К концу моей жизни в Ярославле из Костромы на два дня приехали Верочка и двое других актеров, один из них новенький, которого звали Саша. Их вызвали в Ярославль для награждения за спектакль «Воспитанница». С ними приехал Матвей Владимирович. Ребята о нем отзывались с похвалой, но он получил новое предложение и на днях собирался уезжать из Костромы.

К этому времени вернулся Дейсмор. Он принял «Кикилу» благосклонно, похвалил меня. Управление наградило денежной суммой меня, художника, моего мучителя Кикилу и Регину. К моему удивлению, Кикила горячо поблагодарил меня за работу с ним, а Регина, расставаясь со мной, искренне огорчилась.

6

На несколько дней я уехала в Москву, куда за время пребывания в Ярославле съездила только раз под Новый, 1940-й, год. В Москве было тревожно, беспечное раньше отношение к «маленькой войне» сменилось озабоченностью. Мой Семен, слушатель Военно-воздушной академии, рассказал мне об усиленной мобилизации военнослужащих, и меня это очень встревожило: «Да, скоро очередь может дойти и до нас, слушателей». Атмосфера сгущалась с каждым днем.

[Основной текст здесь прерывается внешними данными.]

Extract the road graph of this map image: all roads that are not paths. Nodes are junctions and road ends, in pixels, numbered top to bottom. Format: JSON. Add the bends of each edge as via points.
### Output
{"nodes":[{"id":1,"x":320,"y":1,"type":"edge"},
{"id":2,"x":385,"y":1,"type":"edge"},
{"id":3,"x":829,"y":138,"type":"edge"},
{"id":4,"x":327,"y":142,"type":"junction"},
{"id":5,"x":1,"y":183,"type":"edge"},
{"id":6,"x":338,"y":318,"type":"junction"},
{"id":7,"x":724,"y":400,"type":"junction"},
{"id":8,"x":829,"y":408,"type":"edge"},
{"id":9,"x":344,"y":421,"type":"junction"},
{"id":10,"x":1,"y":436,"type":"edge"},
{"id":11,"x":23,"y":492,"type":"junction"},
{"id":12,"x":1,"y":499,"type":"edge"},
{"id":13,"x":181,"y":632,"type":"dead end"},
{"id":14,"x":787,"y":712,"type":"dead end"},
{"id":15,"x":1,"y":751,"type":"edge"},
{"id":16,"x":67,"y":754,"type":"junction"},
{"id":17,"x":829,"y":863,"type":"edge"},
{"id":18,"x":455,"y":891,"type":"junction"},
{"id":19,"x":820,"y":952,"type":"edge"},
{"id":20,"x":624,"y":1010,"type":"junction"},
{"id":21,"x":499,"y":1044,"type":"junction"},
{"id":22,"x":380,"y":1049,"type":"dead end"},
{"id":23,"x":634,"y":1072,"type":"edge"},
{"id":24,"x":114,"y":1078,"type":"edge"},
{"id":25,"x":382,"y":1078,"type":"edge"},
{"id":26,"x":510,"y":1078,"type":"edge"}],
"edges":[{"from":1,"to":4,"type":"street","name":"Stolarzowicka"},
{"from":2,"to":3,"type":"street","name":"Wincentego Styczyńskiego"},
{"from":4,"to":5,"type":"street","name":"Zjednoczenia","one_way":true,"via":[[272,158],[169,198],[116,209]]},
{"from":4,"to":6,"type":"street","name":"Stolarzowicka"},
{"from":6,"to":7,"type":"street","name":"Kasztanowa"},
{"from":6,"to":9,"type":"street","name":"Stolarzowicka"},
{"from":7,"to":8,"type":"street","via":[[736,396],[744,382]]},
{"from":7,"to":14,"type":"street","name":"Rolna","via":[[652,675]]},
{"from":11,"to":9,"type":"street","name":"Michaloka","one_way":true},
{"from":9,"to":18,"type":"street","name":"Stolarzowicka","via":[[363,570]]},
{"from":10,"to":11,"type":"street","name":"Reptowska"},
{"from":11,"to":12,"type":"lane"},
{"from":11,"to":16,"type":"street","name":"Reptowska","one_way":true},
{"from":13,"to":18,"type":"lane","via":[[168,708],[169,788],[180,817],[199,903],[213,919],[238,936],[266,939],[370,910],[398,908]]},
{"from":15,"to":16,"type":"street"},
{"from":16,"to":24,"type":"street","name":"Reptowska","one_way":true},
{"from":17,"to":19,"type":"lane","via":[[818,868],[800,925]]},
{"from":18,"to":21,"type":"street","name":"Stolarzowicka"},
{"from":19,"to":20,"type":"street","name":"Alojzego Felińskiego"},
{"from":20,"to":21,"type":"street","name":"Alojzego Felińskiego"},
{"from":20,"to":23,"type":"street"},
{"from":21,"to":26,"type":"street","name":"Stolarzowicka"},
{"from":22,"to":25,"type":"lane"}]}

Москва еще снабжалась продуктами, а окружающие города испытывали затруднения — проще говоря, голодали. Да и в Москве появились мешочники. Когда я приехала в Кострому, там стояли длинные очереди за хлебом, в магазинах было пусто. Мои актеры, особенно семейные, затягивали пояса.

За несколько дней в Москве я не успела подготовиться к репетициям «Дон Кихота»[9]. Особенно меня заботил выбор актеров и в первую очередь — самого Дон Кихота. Собственно, выбирать было не из кого: или Калиновский, или новый актер Саша, он вполне пристойно сыграл в «Воспитаннице» роль ее покровителя, но потянет ли он такую эксцентрическую роль? Что Калиновский — не Дон Кихот, мне стало ясно, как только я стала мысленно примерять его к этой роли; он был слишком мягок и вяловат. Саша был высок и худощав, он внешне соответствовал, но каков его темперамент? После некоторого колебания я все же решилась назначить его на эту роль. Зато на Санчо я без колебаний назначила Михаила Си- мановича, актера умного, гибкого и выраженного комика; правда, характер образа Санчо не совпадал с его натурой. Удастся ли ему воплотить медлительную, наивно-плутоватую природу Санчо? Остальные роли я с натяжкой распределила.

А вот с художником, как и при постановке «Снежной королевы», возникли проблемы. На этот раз ни художник из драмтеатра, удачно оформивший «Бабьи сплетни», ни художник из Ярославского ТЮЗа не смогли прийти к нам на помощь. Художник из Рыбинского театра, которого удалось привлечь, оказался довольно слабым.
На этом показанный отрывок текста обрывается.